__EXERCISE DIRECTIONS__
Reproduce verbatim the lines of the material below, starting at the line with "index pip: (933, 362)" and ending at the line with "thumb ip: (332, 292)", both inclusive; skip the rest.

..............................

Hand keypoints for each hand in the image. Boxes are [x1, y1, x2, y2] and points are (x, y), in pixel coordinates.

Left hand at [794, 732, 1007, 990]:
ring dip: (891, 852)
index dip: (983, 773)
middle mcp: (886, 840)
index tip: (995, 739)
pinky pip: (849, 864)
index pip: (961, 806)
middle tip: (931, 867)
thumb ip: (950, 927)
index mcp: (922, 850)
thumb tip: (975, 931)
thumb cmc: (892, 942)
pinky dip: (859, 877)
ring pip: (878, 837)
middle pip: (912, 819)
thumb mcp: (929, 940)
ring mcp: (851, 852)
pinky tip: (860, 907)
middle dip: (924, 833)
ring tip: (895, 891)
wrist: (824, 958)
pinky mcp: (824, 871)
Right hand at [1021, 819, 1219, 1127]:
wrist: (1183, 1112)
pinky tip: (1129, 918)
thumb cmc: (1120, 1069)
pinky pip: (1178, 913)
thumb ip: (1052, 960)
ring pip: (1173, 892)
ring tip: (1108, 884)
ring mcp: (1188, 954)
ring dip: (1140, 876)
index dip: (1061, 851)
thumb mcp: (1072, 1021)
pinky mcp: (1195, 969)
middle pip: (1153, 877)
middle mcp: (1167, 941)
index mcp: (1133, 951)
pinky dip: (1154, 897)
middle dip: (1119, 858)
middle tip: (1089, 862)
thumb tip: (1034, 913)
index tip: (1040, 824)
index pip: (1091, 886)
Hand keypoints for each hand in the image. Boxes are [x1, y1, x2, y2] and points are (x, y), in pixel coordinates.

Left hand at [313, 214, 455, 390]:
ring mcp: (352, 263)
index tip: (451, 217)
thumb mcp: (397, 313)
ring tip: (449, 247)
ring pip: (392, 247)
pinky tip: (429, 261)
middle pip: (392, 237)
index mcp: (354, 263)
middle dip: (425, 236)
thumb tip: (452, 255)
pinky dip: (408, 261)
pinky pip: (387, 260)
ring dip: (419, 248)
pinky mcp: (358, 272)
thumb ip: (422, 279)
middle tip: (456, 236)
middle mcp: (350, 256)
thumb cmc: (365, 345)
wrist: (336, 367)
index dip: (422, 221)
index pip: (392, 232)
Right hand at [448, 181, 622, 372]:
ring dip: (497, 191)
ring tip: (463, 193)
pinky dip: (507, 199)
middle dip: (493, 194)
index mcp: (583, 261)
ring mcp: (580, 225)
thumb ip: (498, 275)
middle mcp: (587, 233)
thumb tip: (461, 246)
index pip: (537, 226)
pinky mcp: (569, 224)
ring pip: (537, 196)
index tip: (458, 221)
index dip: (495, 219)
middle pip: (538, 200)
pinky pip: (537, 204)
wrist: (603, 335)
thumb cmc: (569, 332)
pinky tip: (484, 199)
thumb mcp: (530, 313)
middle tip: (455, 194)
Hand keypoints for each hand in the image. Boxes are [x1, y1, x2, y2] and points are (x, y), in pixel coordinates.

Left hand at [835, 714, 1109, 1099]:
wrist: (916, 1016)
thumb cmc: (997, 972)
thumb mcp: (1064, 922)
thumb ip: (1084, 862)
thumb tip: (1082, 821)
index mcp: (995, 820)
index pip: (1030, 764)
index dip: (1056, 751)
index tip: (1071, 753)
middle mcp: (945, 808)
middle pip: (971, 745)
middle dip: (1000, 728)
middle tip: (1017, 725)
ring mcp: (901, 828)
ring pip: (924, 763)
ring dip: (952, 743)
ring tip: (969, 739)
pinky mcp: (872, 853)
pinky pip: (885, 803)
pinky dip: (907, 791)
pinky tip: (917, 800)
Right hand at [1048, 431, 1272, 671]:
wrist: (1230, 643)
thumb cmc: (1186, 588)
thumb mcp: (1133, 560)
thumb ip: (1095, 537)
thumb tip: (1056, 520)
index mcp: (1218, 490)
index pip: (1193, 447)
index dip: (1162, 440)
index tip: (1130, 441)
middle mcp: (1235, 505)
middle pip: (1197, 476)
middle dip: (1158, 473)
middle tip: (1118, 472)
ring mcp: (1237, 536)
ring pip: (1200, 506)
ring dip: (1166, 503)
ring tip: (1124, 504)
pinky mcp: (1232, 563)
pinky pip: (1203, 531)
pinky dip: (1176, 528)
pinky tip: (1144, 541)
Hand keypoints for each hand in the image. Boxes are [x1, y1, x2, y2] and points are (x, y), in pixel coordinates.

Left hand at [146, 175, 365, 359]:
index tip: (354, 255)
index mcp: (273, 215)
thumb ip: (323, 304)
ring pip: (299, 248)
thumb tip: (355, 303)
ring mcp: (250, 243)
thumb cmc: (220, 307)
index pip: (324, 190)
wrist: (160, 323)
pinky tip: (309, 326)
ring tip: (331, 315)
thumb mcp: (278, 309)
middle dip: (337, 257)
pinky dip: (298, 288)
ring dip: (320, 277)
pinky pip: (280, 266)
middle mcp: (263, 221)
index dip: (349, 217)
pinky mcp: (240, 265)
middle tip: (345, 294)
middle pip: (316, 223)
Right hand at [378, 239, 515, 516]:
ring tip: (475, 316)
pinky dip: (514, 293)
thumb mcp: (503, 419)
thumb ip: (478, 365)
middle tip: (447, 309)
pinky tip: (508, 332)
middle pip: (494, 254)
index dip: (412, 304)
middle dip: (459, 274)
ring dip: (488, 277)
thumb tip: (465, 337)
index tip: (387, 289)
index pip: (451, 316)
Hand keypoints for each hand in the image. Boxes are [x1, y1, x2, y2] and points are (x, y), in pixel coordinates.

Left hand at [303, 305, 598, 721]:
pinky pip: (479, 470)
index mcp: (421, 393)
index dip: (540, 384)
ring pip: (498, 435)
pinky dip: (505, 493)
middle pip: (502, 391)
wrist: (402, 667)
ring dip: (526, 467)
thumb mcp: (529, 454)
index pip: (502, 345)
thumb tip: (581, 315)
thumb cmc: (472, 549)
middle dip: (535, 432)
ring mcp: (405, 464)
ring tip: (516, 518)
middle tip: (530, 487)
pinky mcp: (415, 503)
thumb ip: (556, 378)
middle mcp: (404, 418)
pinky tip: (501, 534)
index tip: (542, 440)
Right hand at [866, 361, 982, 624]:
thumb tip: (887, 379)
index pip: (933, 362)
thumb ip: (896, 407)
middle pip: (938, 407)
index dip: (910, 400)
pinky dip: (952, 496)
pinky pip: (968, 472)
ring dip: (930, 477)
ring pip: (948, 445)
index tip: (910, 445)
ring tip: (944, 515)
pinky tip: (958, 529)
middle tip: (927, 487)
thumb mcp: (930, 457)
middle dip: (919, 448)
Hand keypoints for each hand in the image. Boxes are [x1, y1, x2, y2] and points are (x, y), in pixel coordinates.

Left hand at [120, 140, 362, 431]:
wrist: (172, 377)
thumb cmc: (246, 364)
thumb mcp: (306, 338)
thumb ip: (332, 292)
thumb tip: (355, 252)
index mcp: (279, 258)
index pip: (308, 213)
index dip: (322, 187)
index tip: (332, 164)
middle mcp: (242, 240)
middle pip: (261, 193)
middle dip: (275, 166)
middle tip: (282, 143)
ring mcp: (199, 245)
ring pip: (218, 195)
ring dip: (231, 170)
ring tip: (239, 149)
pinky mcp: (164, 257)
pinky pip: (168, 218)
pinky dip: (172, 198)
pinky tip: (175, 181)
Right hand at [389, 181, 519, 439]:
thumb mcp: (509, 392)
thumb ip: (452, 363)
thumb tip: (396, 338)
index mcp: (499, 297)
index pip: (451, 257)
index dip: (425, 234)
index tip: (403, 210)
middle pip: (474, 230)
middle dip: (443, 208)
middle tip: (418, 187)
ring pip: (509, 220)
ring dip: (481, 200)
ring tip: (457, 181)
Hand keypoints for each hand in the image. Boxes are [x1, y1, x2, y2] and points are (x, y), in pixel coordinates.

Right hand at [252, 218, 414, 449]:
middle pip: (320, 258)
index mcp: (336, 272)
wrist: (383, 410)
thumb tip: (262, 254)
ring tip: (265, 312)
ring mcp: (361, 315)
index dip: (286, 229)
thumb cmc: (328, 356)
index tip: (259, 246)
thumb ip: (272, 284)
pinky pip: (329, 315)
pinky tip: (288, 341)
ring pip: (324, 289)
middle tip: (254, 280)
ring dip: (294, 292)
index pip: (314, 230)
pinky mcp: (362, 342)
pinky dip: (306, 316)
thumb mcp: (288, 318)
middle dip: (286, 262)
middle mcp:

..............................

__EXERCISE ANSWER__
index pip: (933, 362)
thumb ip: (896, 407)
middle pip: (938, 407)
index dip: (910, 400)
pinky dip: (952, 496)
pinky pip: (968, 472)
ring dip: (930, 477)
ring pip: (948, 445)
index tip: (910, 445)
ring tip: (944, 515)
pinky tip: (958, 529)
middle tip: (927, 487)
thumb mcp: (930, 457)
middle dip: (919, 448)
Hand keypoints for each hand in the image. Boxes are [x1, y1, x2, y2] and points are (x, y), in pixel coordinates.

Left hand at [120, 140, 362, 431]:
wrist: (172, 377)
thumb cmc: (246, 364)
thumb mcp: (306, 338)
thumb ip: (332, 292)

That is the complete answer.